Assigned task:
Write out each line below precisely, passing over the pictures.
═══ Dataset extract ═══
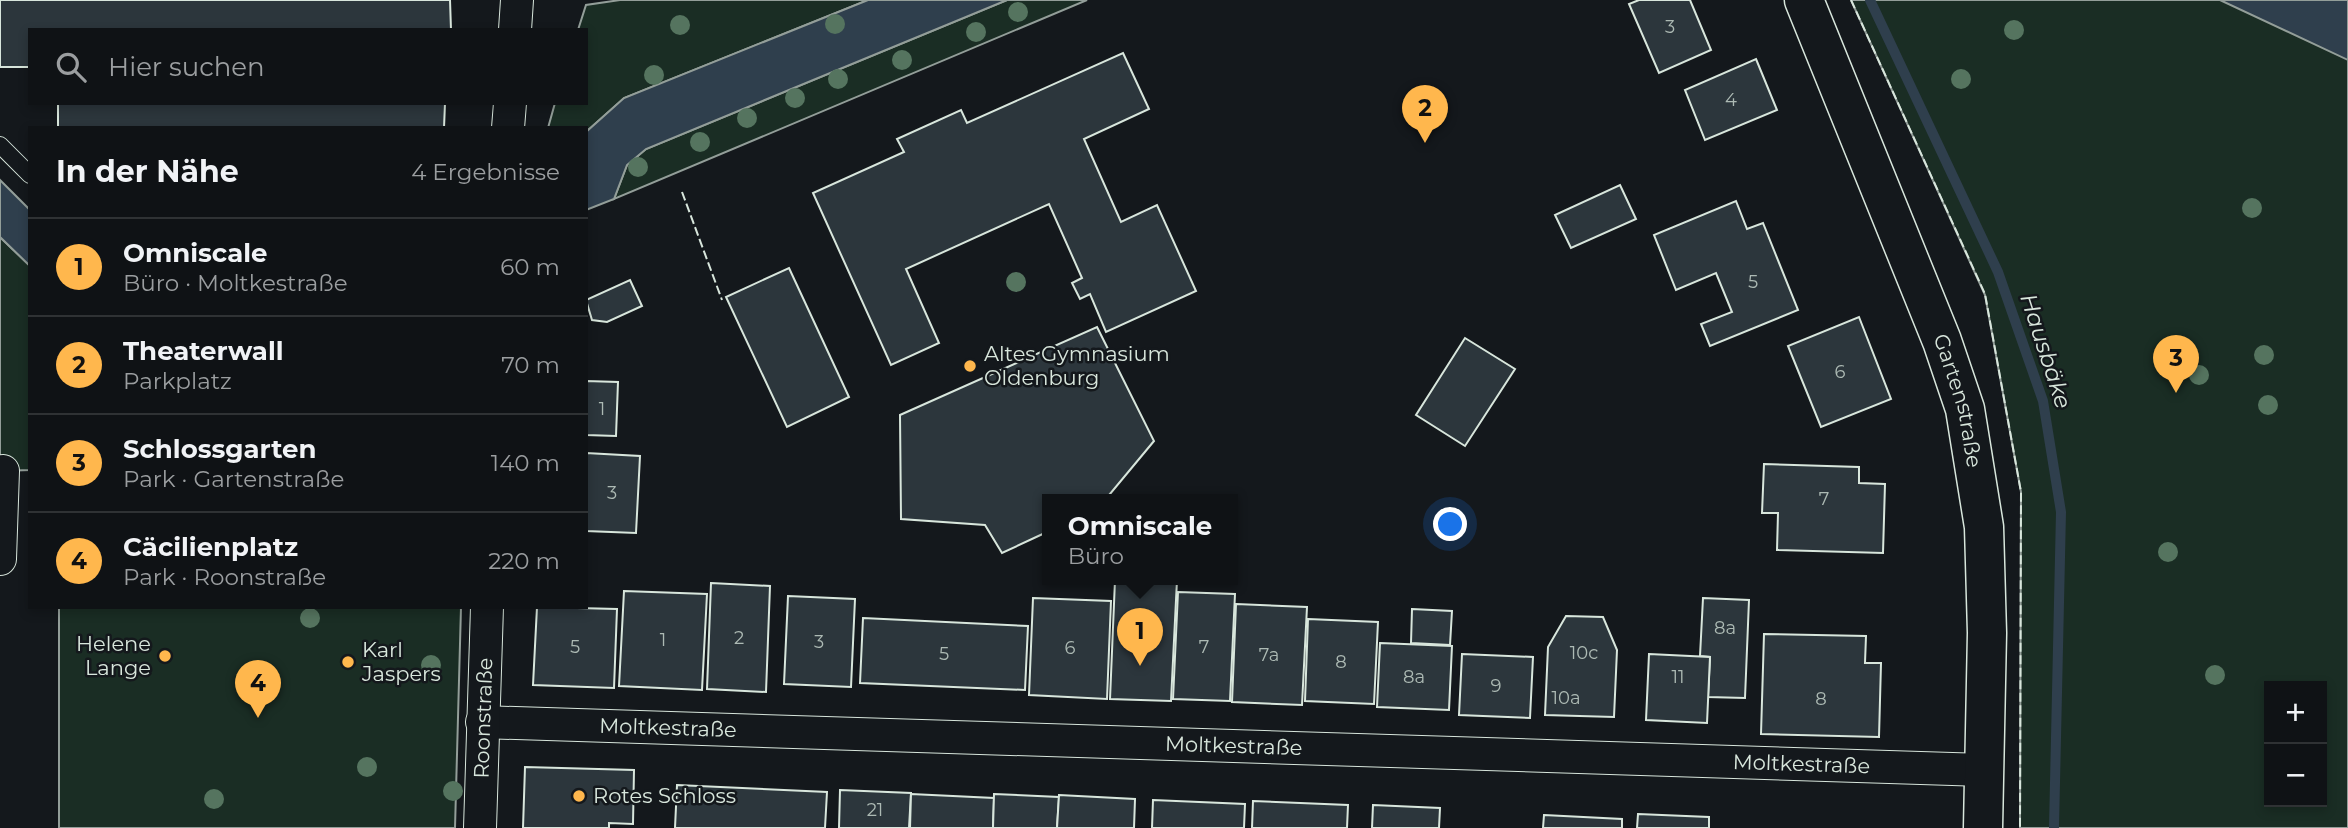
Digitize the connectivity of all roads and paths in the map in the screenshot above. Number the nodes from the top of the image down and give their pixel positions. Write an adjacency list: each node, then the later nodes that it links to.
1 (517, 0): 3 (street)
2 (1804, 0): 12 (street, Gartenstraße)
3 (515, 28)
4 (510, 105): 5 (street)
5 (508, 126)
6 (0, 145): 7 (lane)
7 (28, 173)
8 (11, 470): 9 (street)
9 (0, 559)
10 (487, 609): 11 (street, Roonstraße)
11 (482, 722): 12 (street, Moltkestraße); 13 (street, Roonstraße)
12 (1984, 770): 14 (street, Gartenstraße)
13 (480, 828)
14 (1983, 828)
═══
Written solution:
Digitize the connectivity of all roads and paths in the map in the screenshot above. Number the nodes from the top of the image down and give their pixel positions. Write an adjacency list: each node, then the later nodes that it links to.
1 (517, 0): 3 (street)
2 (1804, 0): 12 (street, Gartenstraße)
3 (515, 28)
4 (510, 105): 5 (street)
5 (508, 126)
6 (0, 145): 7 (lane)
7 (28, 173)
8 (11, 470): 9 (street)
9 (0, 559)
10 (487, 609): 11 (street, Roonstraße)
11 (482, 722): 12 (street, Moltkestraße); 13 (street, Roonstraße)
12 (1984, 770): 14 (street, Gartenstraße)
13 (480, 828)
14 (1983, 828)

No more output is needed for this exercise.